▶ **Work order**: From the records below, pull each line that has "index".

▶ **Given records**:
◆ ◆ ◆

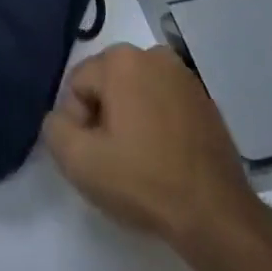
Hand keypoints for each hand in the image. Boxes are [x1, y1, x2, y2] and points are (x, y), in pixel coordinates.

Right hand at [44, 44, 264, 246]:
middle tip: (115, 160)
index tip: (94, 156)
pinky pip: (163, 105)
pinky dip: (157, 125)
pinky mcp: (205, 101)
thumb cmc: (144, 181)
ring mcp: (184, 76)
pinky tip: (164, 160)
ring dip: (130, 120)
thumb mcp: (78, 161)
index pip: (77, 86)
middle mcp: (153, 55)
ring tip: (141, 162)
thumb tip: (61, 118)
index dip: (77, 124)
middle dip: (103, 118)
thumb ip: (54, 128)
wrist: (217, 216)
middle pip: (106, 85)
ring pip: (135, 94)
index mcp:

◆ ◆ ◆

▶ **Solution for this problem**:
index tip: (94, 156)
index pip: (77, 86)
index dip: (77, 124)
index mcp:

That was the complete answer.